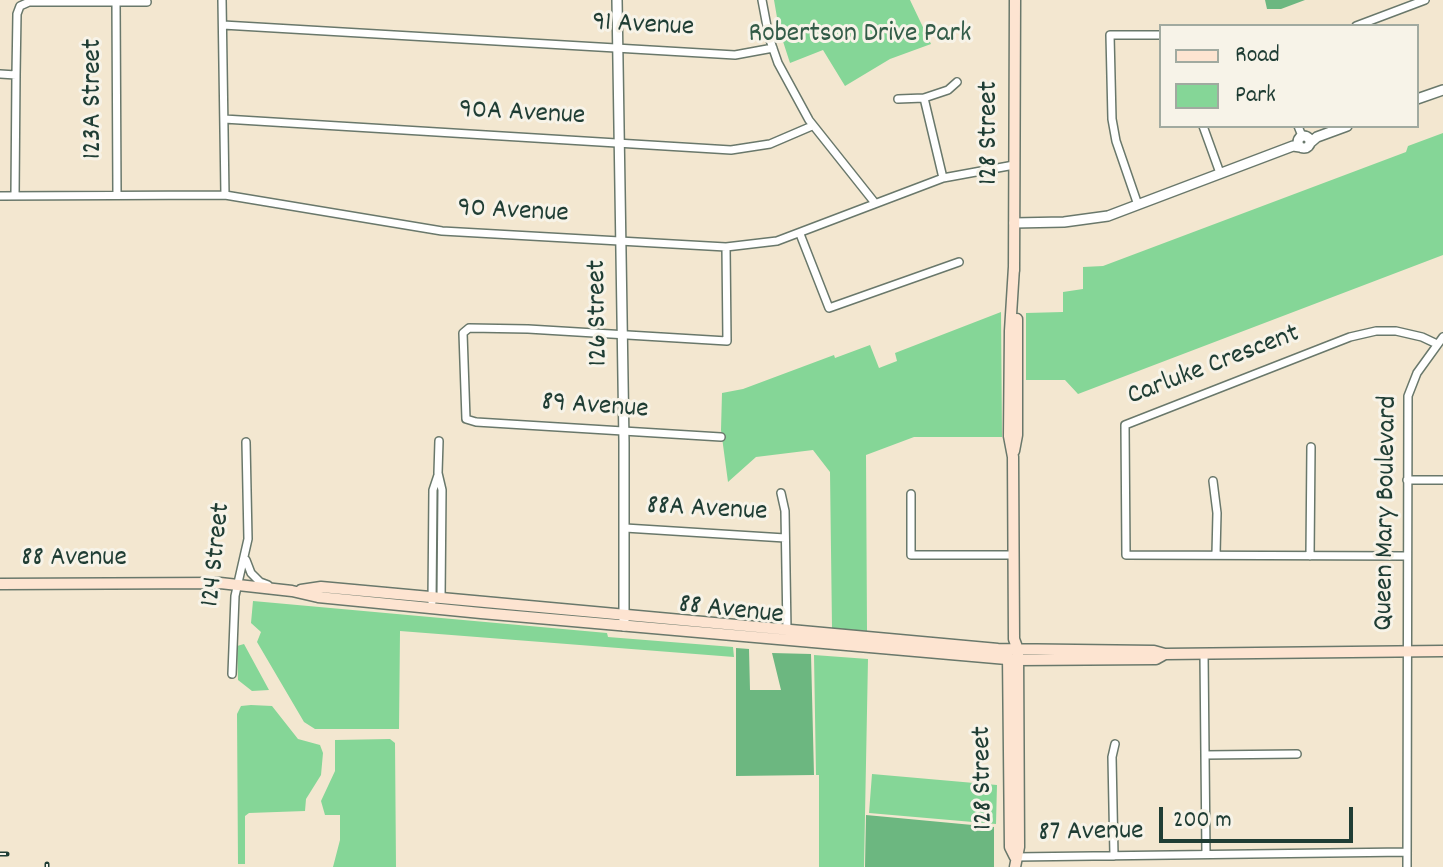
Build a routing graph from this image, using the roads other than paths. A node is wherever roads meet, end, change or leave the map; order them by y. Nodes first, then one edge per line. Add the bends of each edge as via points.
1 (222, 0) edge
2 (617, 0) edge
3 (762, 0) edge
4 (1015, 0) edge
5 (1425, 0) edge
6 (116, 2) edge
7 (147, 2) edge
8 (1361, 24) edge
9 (223, 25) junction
10 (1159, 35) edge
11 (617, 47) junction
12 (773, 48) junction
13 (0, 74) edge
14 (16, 75) junction
15 (957, 82) dead end
16 (1443, 90) edge
17 (924, 98) junction
18 (1419, 98) edge
19 (898, 99) dead end
20 (224, 119) junction
21 (812, 126) junction
22 (1204, 128) edge
23 (1340, 128) edge
24 (1303, 139) edge
25 (620, 143) junction
26 (1014, 165) junction
27 (1220, 173) junction
28 (943, 178) junction
29 (117, 195) junction
30 (225, 195) junction
31 (0, 196) edge
32 (15, 196) junction
33 (875, 203) junction
34 (1138, 205) junction
35 (1014, 223) junction
36 (800, 234) junction
37 (622, 241) junction
38 (726, 247) junction
39 (959, 262) dead end
40 (622, 336) junction
41 (1443, 337) edge
42 (1437, 344) junction
43 (624, 433) junction
44 (721, 437) dead end
45 (439, 441) dead end
46 (246, 442) dead end
47 (1311, 447) dead end
48 (1407, 480) junction
49 (1443, 480) edge
50 (1213, 481) dead end
51 (781, 493) dead end
52 (911, 494) dead end
53 (625, 528) junction
54 (785, 538) junction
55 (1216, 554) junction
56 (1014, 555) junction
57 (1310, 556) junction
58 (1406, 556) junction
59 (245, 558) junction
60 (0, 584) edge
61 (236, 585) junction
62 (288, 590) junction
63 (436, 603) junction
64 (624, 621) junction
65 (787, 631) junction
66 (1443, 651) edge
67 (1407, 652) junction
68 (1204, 654) junction
69 (1013, 655) junction
70 (232, 674) dead end
71 (1115, 744) dead end
72 (1297, 754) dead end
73 (1205, 755) junction
74 (1407, 852) junction
75 (1206, 854) junction
76 (1114, 856) junction
77 (1015, 862) edge
78 (1407, 867) edge

1 - 9 street
2 - 11 street, 126 Street
3 - 12 street
4 - 26 main road, 128 Street
5 - 8 street
6 - 7 street
6 - 14 street via 22,4 17,14
6 - 29 street, 123A Street
9 - 11 street, 91 Avenue
9 - 20 street
10 - 34 street via 1110,35 1112,119
11 - 12 street, 91 Avenue via 735,55
11 - 25 street, 126 Street
12 - 21 street
13 - 14 street
14 - 32 street
15 - 17 street
16 - 18 street
17 - 19 street
17 - 28 street
20 - 25 street, 90A Avenue
20 - 30 street
21 - 25 street, 90A Avenue via 784,140 746,149
21 - 33 street
22 - 27 street
23 - 24 street
24 - 27 street
25 - 37 street, 126 Street
26 - 28 street, 90 Avenue
26 - 35 main road, 128 Street
27 - 34 street
28 - 33 street, 90 Avenue
29 - 30 street, 90 Avenue
29 - 32 street, 90 Avenue
30 - 37 street, 90 Avenue via 442,231
31 - 32 street, 90 Avenue
33 - 36 street, 90 Avenue
34 - 35 street via 1076,221
35 - 56 main road, 128 Street
36 - 38 street, 90 Avenue
36 - 39 street via 826,312
37 - 38 street, 90 Avenue
37 - 40 street, 126 Street
38 - 40 street via 727,341
40 - 43 street, 126 Street
40 - 43 street, 89 Avenue via 469,328 463,333 466,419
41 - 42 street, Queen Mary Boulevard
42 - 48 street, Queen Mary Boulevard via 1408,396
42 - 55 street, Carluke Crescent via 1396,331 1350,337 1125,425 1126,555
43 - 44 street, 89 Avenue
43 - 53 street, 126 Street
45 - 63 street via 433,490
46 - 59 street, 124 Street
47 - 57 street
48 - 49 street
48 - 58 street, Queen Mary Boulevard
50 - 55 street
51 - 54 street
52 - 56 street via 911,555
53 - 54 street, 88A Avenue
53 - 64 street, 126 Street
54 - 65 street
55 - 57 street, Carluke Crescent
56 - 69 main road, 128 Street
57 - 58 street, Carluke Crescent
58 - 67 street, Queen Mary Boulevard
59 - 61 street, 124 Street
59 - 62 street via 260,582
60 - 61 main road, 88 Avenue
61 - 62 main road, 88 Avenue
61 - 70 street, 124 Street
62 - 63 main road, 88 Avenue via 318,597
63 - 64 main road, 88 Avenue
64 - 65 main road, 88 Avenue
64 - 69 main road, 88 Avenue
65 - 69 main road, 88 Avenue
66 - 67 main road, 88 Avenue
67 - 68 main road, 88 Avenue
67 - 74 street, Queen Mary Boulevard
68 - 69 main road, 88 Avenue via 1113,650
68 - 73 street
69 - 77 main road, 128 Street via 1010,847
71 - 76 street
72 - 73 street
73 - 75 street
74 - 75 street, 87 Avenue
74 - 78 street, Queen Mary Boulevard
75 - 76 street, 87 Avenue
76 - 77 street, 87 Avenue

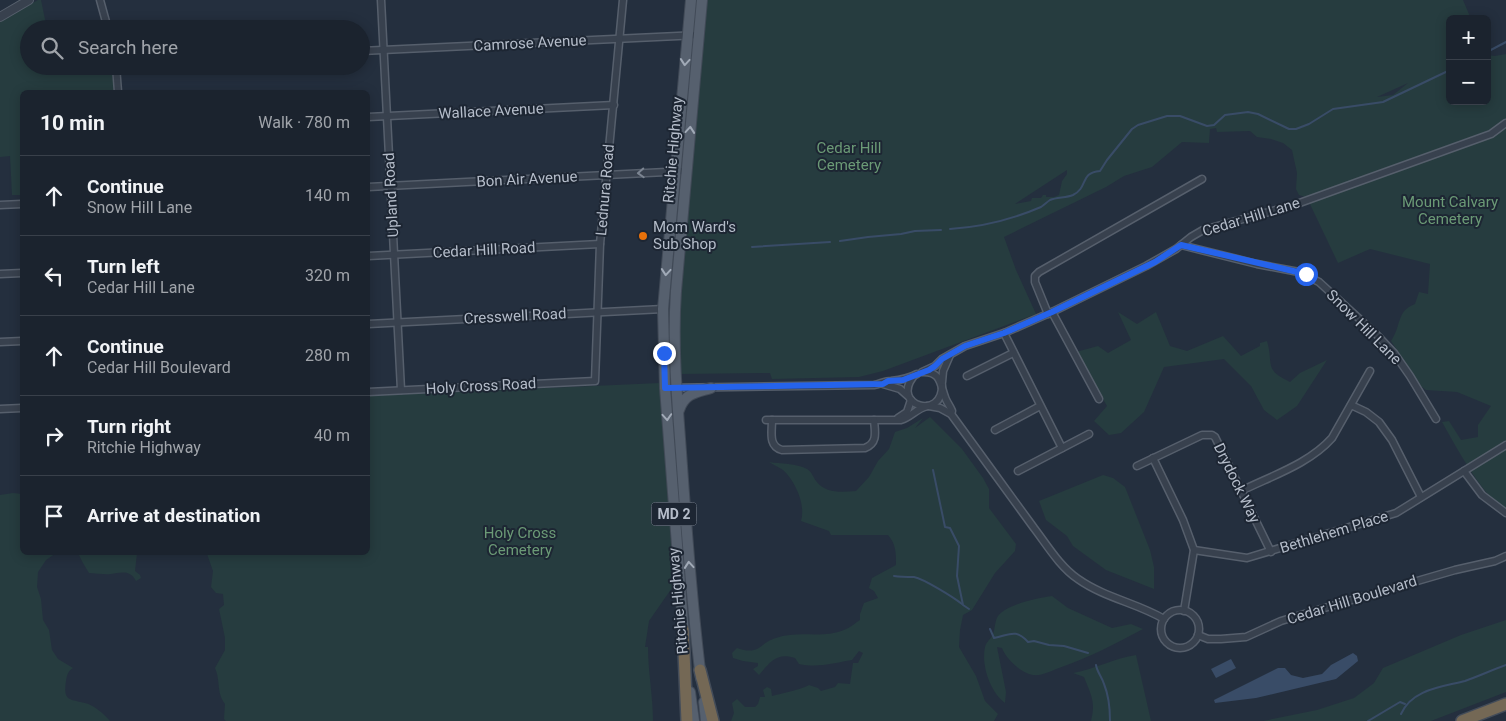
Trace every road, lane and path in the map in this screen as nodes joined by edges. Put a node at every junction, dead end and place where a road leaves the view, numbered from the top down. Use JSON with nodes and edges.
{"nodes":[{"id":1,"x":29,"y":0,"type":"edge"},
{"id":2,"x":100,"y":0,"type":"edge"},
{"id":3,"x":381,"y":0,"type":"edge"},
{"id":4,"x":623,"y":0,"type":"edge"},
{"id":5,"x":691,"y":0,"type":"edge"},
{"id":6,"x":702,"y":0,"type":"edge"},
{"id":7,"x":0,"y":17,"type":"edge"},
{"id":8,"x":106,"y":20,"type":"edge"},
{"id":9,"x":699,"y":35,"type":"junction"},
{"id":10,"x":688,"y":36,"type":"junction"},
{"id":11,"x":619,"y":39,"type":"junction"},
{"id":12,"x":370,"y":50,"type":"edge"},
{"id":13,"x":383,"y":50,"type":"junction"},
{"id":14,"x":117,"y":75,"type":"edge"},
{"id":15,"x":118,"y":90,"type":"edge"},
{"id":16,"x":614,"y":105,"type":"junction"},
{"id":17,"x":386,"y":116,"type":"junction"},
{"id":18,"x":370,"y":117,"type":"edge"},
{"id":19,"x":1506,"y":123,"type":"edge"},
{"id":20,"x":674,"y":171,"type":"junction"},
{"id":21,"x":686,"y":171,"type":"junction"},
{"id":22,"x":607,"y":175,"type":"junction"},
{"id":23,"x":1202,"y":179,"type":"dead end"},
{"id":24,"x":390,"y":186,"type":"junction"},
{"id":25,"x":370,"y":187,"type":"edge"},
{"id":26,"x":20,"y":204,"type":"edge"},
{"id":27,"x":0,"y":205,"type":"edge"},
{"id":28,"x":600,"y":244,"type":"junction"},
{"id":29,"x":1181,"y":245,"type":"junction"},
{"id":30,"x":394,"y":254,"type":"junction"},
{"id":31,"x":370,"y":256,"type":"edge"},
{"id":32,"x":20,"y":273,"type":"edge"},
{"id":33,"x":0,"y":274,"type":"edge"},
{"id":34,"x":663,"y":308,"type":"junction"},
{"id":35,"x":597,"y":312,"type":"junction"},
{"id":36,"x":1050,"y":313,"type":"junction"},
{"id":37,"x":397,"y":322,"type":"junction"},
{"id":38,"x":370,"y":324,"type":"edge"},
{"id":39,"x":1004,"y":333,"type":"junction"},
{"id":40,"x":20,"y":341,"type":"edge"},
{"id":41,"x":0,"y":342,"type":"edge"},
{"id":42,"x":1013,"y":353,"type":"junction"},
{"id":43,"x":950,"y":355,"type":"junction"},
{"id":44,"x":1370,"y":371,"type":"dead end"},
{"id":45,"x":919,"y":373,"type":"junction"},
{"id":46,"x":967,"y":376,"type":"dead end"},
{"id":47,"x":595,"y":381,"type":"joint"},
{"id":48,"x":883,"y":384,"type":"junction"},
{"id":49,"x":942,"y":384,"type":"junction"},
{"id":50,"x":665,"y":388,"type":"junction"},
{"id":51,"x":677,"y":388,"type":"junction"},
{"id":52,"x":711,"y":388,"type":"junction"},
{"id":53,"x":401,"y":390,"type":"junction"},
{"id":54,"x":370,"y":392,"type":"edge"},
{"id":55,"x":910,"y":398,"type":"junction"},
{"id":56,"x":1099,"y":399,"type":"dead end"},
{"id":57,"x":1351,"y":405,"type":"junction"},
{"id":58,"x":928,"y":406,"type":"junction"},
{"id":59,"x":1040,"y":406,"type":"junction"},
{"id":60,"x":20,"y":408,"type":"edge"},
{"id":61,"x":0,"y":409,"type":"edge"},
{"id":62,"x":678,"y":411,"type":"junction"},
{"id":63,"x":951,"y":414,"type":"junction"},
{"id":64,"x":1436,"y":419,"type":"dead end"},
{"id":65,"x":874,"y":420,"type":"junction"},
{"id":66,"x":892,"y":420,"type":"junction"},
{"id":67,"x":995,"y":430,"type":"dead end"},
{"id":68,"x":1089,"y":434,"type":"dead end"},
{"id":69,"x":1506,"y":444,"type":"edge"},
{"id":70,"x":1062,"y":448,"type":"junction"},
{"id":71,"x":1153,"y":458,"type":"junction"},
{"id":72,"x":1136,"y":466,"type":"dead end"},
{"id":73,"x":1018,"y":471,"type":"dead end"},
{"id":74,"x":1464,"y":471,"type":"junction"},
{"id":75,"x":1241,"y":491,"type":"junction"},
{"id":76,"x":1421,"y":498,"type":"junction"},
{"id":77,"x":1506,"y":513,"type":"edge"},
{"id":78,"x":1194,"y":550,"type":"junction"},
{"id":79,"x":1271,"y":552,"type":"junction"},
{"id":80,"x":1506,"y":556,"type":"edge"},
{"id":81,"x":1184,"y":610,"type":"junction"},
{"id":82,"x":1164,"y":619,"type":"junction"},
{"id":83,"x":683,"y":629,"type":"junction"},
{"id":84,"x":1198,"y":635,"type":"junction"},
{"id":85,"x":700,"y":670,"type":"junction"},
{"id":86,"x":1506,"y":704,"type":"edge"},
{"id":87,"x":687,"y":721,"type":"edge"},
{"id":88,"x":694,"y":721,"type":"edge"},
{"id":89,"x":706,"y":721,"type":"edge"},
{"id":90,"x":713,"y":721,"type":"edge"},
{"id":91,"x":1462,"y":721,"type":"edge"}],
"edges":[{"from":1,"to":7,"type":"street"},
{"from":2,"to":8,"type":"street"},
{"from":3,"to":13,"type":"street","name":"Upland Road"},
{"from":4,"to":11,"type":"street","name":"Lednura Road"},
{"from":5,"to":10,"type":"main road","name":"Ritchie Highway","number":"MD 2"},
{"from":6,"to":9,"type":"main road","name":"Ritchie Highway","number":"MD 2"},
{"from":9,"to":10,"type":"street","name":"Camrose Avenue"},
{"from":21,"to":9,"type":"main road","name":"Ritchie Highway","number":"MD 2","one_way":true},
{"from":10,"to":11,"type":"street","name":"Camrose Avenue"},
{"from":10,"to":20,"type":"main road","name":"Ritchie Highway","number":"MD 2","one_way":true},
{"from":11,"to":13,"type":"street","name":"Camrose Avenue"},
{"from":11,"to":16,"type":"street","name":"Lednura Road"},
{"from":12,"to":13,"type":"street","name":"Camrose Avenue"},
{"from":13,"to":17,"type":"street","name":"Upland Road"},
{"from":14,"to":15,"type":"street"},
{"from":16,"to":17,"type":"street","name":"Wallace Avenue"},
{"from":16,"to":22,"type":"street","name":"Lednura Road"},
{"from":17,"to":18,"type":"street","name":"Wallace Avenue"},
{"from":17,"to":24,"type":"street","name":"Upland Road"},
{"from":19,"to":29,"type":"street","name":"Cedar Hill Lane"},
{"from":20,"to":21,"type":"street","name":"Bon Air Avenue"},
{"from":20,"to":22,"type":"street","name":"Bon Air Avenue","one_way":true},
{"from":20,"to":34,"type":"main road","name":"Ritchie Highway","number":"MD 2","one_way":true},
{"from":21,"to":51,"type":"main road","name":"Ritchie Highway","number":"MD 2"},
{"from":22,"to":24,"type":"street","name":"Bon Air Avenue"},
{"from":22,"to":28,"type":"street","name":"Lednura Road"},
{"from":23,"to":36,"type":"street"},
{"from":24,"to":25,"type":"street","name":"Bon Air Avenue"},
{"from":24,"to":30,"type":"street","name":"Upland Road"},
{"from":26,"to":27,"type":"street"},
{"from":28,"to":30,"type":"street","name":"Cedar Hill Road"},
{"from":28,"to":35,"type":"street","name":"Lednura Road"},
{"from":29,"to":36,"type":"street","name":"Cedar Hill Lane"},
{"from":29,"to":64,"type":"street","name":"Snow Hill Lane"},
{"from":30,"to":31,"type":"street","name":"Cedar Hill Road"},
{"from":30,"to":37,"type":"street","name":"Upland Road"},
{"from":32,"to":33,"type":"street"},
{"from":34,"to":35,"type":"street","name":"Cresswell Road"},
{"from":34,"to":50,"type":"main road","name":"Ritchie Highway","number":"MD 2"},
{"from":35,"to":37,"type":"street","name":"Cresswell Road"},
{"from":35,"to":47,"type":"street","name":"Lednura Road"},
{"from":36,"to":39,"type":"street","name":"Cedar Hill Lane"},
{"from":36,"to":56,"type":"street"},
{"from":37,"to":38,"type":"street","name":"Cresswell Road"},
{"from":37,"to":53,"type":"street","name":"Upland Road"},
{"from":39,"to":42,"type":"street"},
{"from":39,"to":43,"type":"street","name":"Cedar Hill Lane"},
{"from":40,"to":41,"type":"street"},
{"from":42,"to":46,"type":"street"},
{"from":42,"to":59,"type":"street"},
{"from":43,"to":45,"type":"street","name":"Cedar Hill Lane"},
{"from":43,"to":49,"type":"street"},
{"from":44,"to":57,"type":"street"},
{"from":45,"to":48,"type":"street"},
{"from":45,"to":49,"type":"street"},
{"from":45,"to":55,"type":"street"},
{"from":47,"to":53,"type":"street","name":"Holy Cross Road"},
{"from":48,"to":52,"type":"street"},
{"from":48,"to":55,"type":"street"},
{"from":49,"to":58,"type":"street"},
{"from":49,"to":63,"type":"street"},
{"from":50,"to":51,"type":"street"},
{"from":50,"to":83,"type":"main road","name":"Ritchie Highway","number":"MD 2","one_way":true},
{"from":51,"to":52,"type":"street"},
{"from":51,"to":62,"type":"main road","name":"Ritchie Highway","number":"MD 2"},
{"from":52,"to":62,"type":"main road"},
{"from":53,"to":54,"type":"street","name":"Holy Cross Road"},
{"from":55,"to":58,"type":"street"},
{"from":55,"to":66,"type":"street"},
{"from":57,"to":75,"type":"street"},
{"from":57,"to":76,"type":"street"},
{"from":58,"to":63,"type":"street"},
{"from":58,"to":66,"type":"street"},
{"from":59,"to":67,"type":"street"},
{"from":59,"to":70,"type":"street"},
{"from":60,"to":61,"type":"street"},
{"from":85,"to":62,"type":"main road","name":"Ritchie Highway","number":"MD 2","one_way":true},
{"from":63,"to":82,"type":"street"},
{"from":65,"to":65,"type":"street"},
{"from":65,"to":66,"type":"street"},
{"from":68,"to":70,"type":"street"},
{"from":69,"to":74,"type":"street","name":"Bethlehem Place"},
{"from":70,"to":73,"type":"street"},
{"from":71,"to":72,"type":"street","name":"Drydock Way"},
{"from":71,"to":75,"type":"street","name":"Drydock Way"},
{"from":71,"to":78,"type":"street"},
{"from":74,"to":76,"type":"street","name":"Bethlehem Place"},
{"from":74,"to":77,"type":"street"},
{"from":75,"to":79,"type":"street","name":"Drydock Way"},
{"from":76,"to":79,"type":"street","name":"Bethlehem Place"},
{"from":78,"to":79,"type":"street","name":"Bethlehem Place"},
{"from":78,"to":81,"type":"street"},
{"from":80,"to":84,"type":"street","name":"Cedar Hill Boulevard"},
{"from":81,"to":82,"type":"street"},
{"from":81,"to":84,"type":"street"},
{"from":82,"to":84,"type":"street"},
{"from":83,"to":87,"type":"highway"},
{"from":83,"to":88,"type":"main road","name":"Ritchie Highway","number":"MD 2"},
{"from":85,"to":89,"type":"main road","name":"Ritchie Highway","number":"MD 2"},
{"from":85,"to":90,"type":"highway"},
{"from":86,"to":91,"type":"highway"}]}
______
If the string "Holy" appears in a line of the entries, report the line.

{"from":47,"to":53,"type":"street","name":"Holy Cross Road"},
{"from":53,"to":54,"type":"street","name":"Holy Cross Road"},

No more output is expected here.